The novel, based in the 1880s, is about a young girl, Rose, & her mother who lived in appalling conditions, along with mine workers, in their makeshift collection of huts, tents & saloons in the bleak & isolated coal-mining settlement of Denniston. Denniston is located high up on a plateau where the only access was by a steep bridle path or by riding the coal wagons up and down the terrifyingly steep Denniston Incline. The people in the novel are fiction but the events and conditions are historical facts.
Between 1879 and 1967 the greater Mt Rochford Plateau mines were New Zealand’s largest producing coal mines, producing an estimated 12,600,000 tons of premium quality coal. Once the coal reached the Denniston Plateau it was loaded into railway wagons and lowered by cable down the steep incline railway, the famous “Denniston Incline” (referred to as the eighth wonder of the world by locals) and a remarkable feat of engineering & industrial innovation.
There is now a 9km steep, winding and narrow road to the top of the plateau, a road that is shared by many coal trucks coming and going from the Bathurst Opencast Mine which is located further back on the plateau. The trucks have radio contact with each other and wait patiently for any larger vehicles making the ascent.
I hoped for a fine day. In fact we probably wouldn't have visited if it was anything but a fine day- the view seaward is spectacular and part of the experience. The weather up on the plateau is notoriously bad and it’s often shrouded in mist, fog and cloud, or all three. Then there’s the snow, wind and rain. Luckily we had a gloriously fine day.
While the historic Incline has always been a point of interest, in recent years the Incline area has been upgraded & restored. A path leads visitors past old machinery, mining relics, rail lines, the brake head, hopper wagons and building remains with many informative interpretation panels along the way. The building above was once the workshop, it now houses comprehensive information panels about the lives and times of the people living on the barren & windswept Denniston Plateau. It’s where the start of the self-guided walking tour departs from.
After giving the old mining gear on the top level a cursory glance, I was keen to get down to the Incline level.
And there is was, the view I was waiting to see. Spectacular. The plateau overlooks the coastal plains of the Karamea Bight and the mouth of the Waimangaroa River.

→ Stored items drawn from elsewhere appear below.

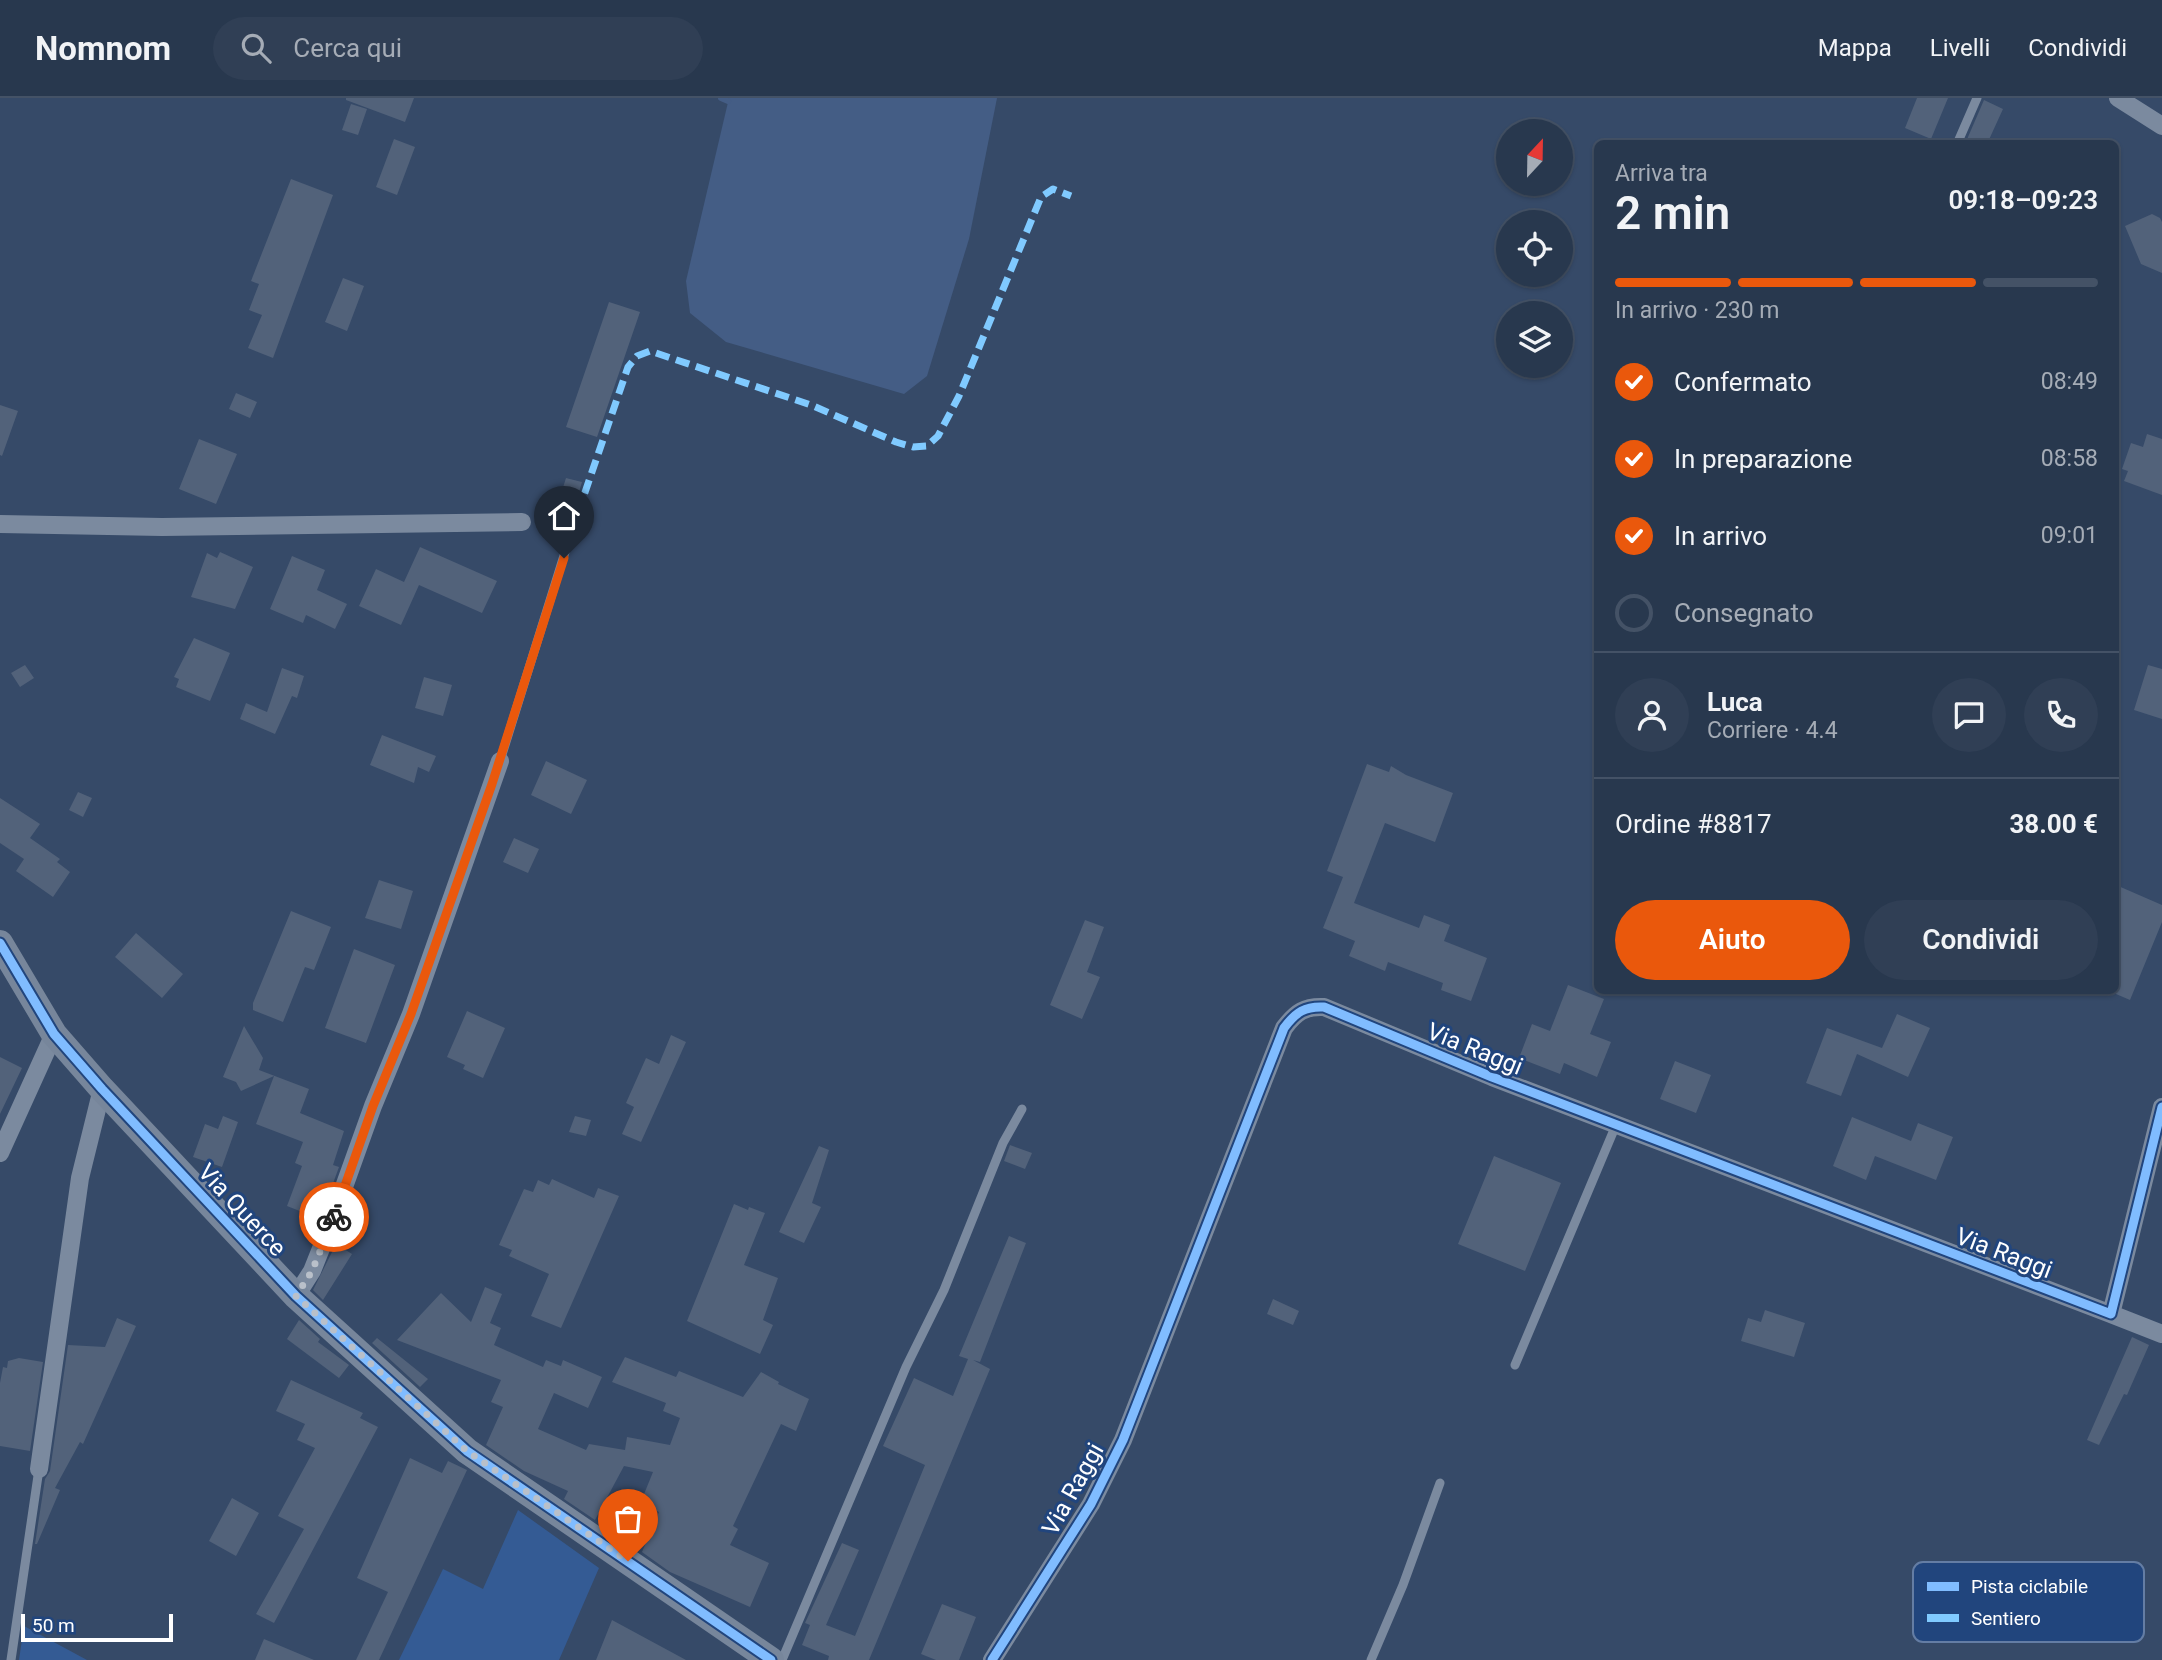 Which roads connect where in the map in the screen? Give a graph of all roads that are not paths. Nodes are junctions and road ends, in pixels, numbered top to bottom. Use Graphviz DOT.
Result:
graph roads {
  1 [pos="1977,98"];
  2 [pos="2118,98"];
  3 [pos="2162,126"];
  4 [pos="1959,140"];
  5 [pos="522,522"];
  6 [pos="0,524"];
  7 [pos="571,533"];
  8 [pos="500,761"];
  9 [pos="0,943"];
  10 [pos="54,1034"];
  11 [pos="102,1089"];
  12 [pos="2162,1107"];
  13 [pos="1022,1109"];
  14 [pos="1616,1125"];
  15 [pos="0,1153"];
  16 [pos="296,1296"];
  17 [pos="2112,1314"];
  18 [pos="2162,1334"];
  19 [pos="1515,1365"];
  20 [pos="38,1469"];
  21 [pos="1440,1483"];
  22 [pos="11,1660"];
  23 [pos="771,1660"];
  24 [pos="782,1660"];
  25 [pos="992,1660"];
  26 [pos="1371,1660"];
  1 -- 4 [label="lane"];
  2 -- 3 [label="street"];
  5 -- 6 [label="street"];
  7 -- 8 [label="lane"];
  8 -- 16 [label="street"];
  9 -- 10 [label="street, Via Querce"];
  10 -- 11 [label="street, Via Querce"];
  10 -- 15 [label="street"];
  11 -- 16 [label="street, Via Querce"];
  11 -- 20 [label="street"];
  12 -- 17 [label="street"];
  13 -- 24 [label="lane"];
  14 -- 17 [label="street, Via Raggi"];
  14 -- 19 [label="lane"];
  14 -- 25 [label="street, Via Raggi"];
  16 -- 23 [label="street, Via Querce"];
  17 -- 18 [label="street, Via Raggi"];
  20 -- 22 [label="lane"];
  21 -- 26 [label="lane"];
}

The path led around the brakehead & bin shed area to the Brakehead Shelter(red roof) and to the top of the Bridle Path behind (which has been closed due to major slips). There were more information panels…
…and this interesting ‘look into the past’
And there, finally, was the poem I had been waiting to see. The poem that appears at the beginning of the ‘Denniston Rose’. The poem which had grabbed my attention & imagination and has remained with me. The poem that I copied into a journal and thought I’ll visit there one day. A poem that reflected how tough life was for our early miners & pioneering women.
We approach the top of the Incline.
A Q-class hopper wagon ready to drop.
David doing his Marc Antony speech- ‘Friends, Romans, countrymen lend me your ears’
Looking down the famous Incline, which doesn't actually look too steep from here. But believe me it is. The coal wagons came to a halt in the first white patch (now a carpark) in the valley below. The coal carried on along rails to main railway at Waimangaroa (the settlement at the bottom of the bluff) It was then carted to Westport and loaded into colliers for shipping overseas.
Rather than copy over all the statistics, I took a photo- click to enlarge
Back up on the Brakehead; the information panels have photos of how it looked before and showed a red spot where you would have been standing then. It was fascinating & also hard to imagine the buildings that filled the platform in front of us (click to enlarge) and to think that many of the buildings and houses remained here until the 1980s. Although they stopped using the Incline in the late 1960s- road transport had taken over.
There were a number of old coal wagons made of various materials and in different shapes that had been used over the years.
The Denniston Incline-
I couldn’t get enough of the wagon about to drop over the incline. To think that many people rode the wagons to the bottom, and quite a few lost their lives doing it too.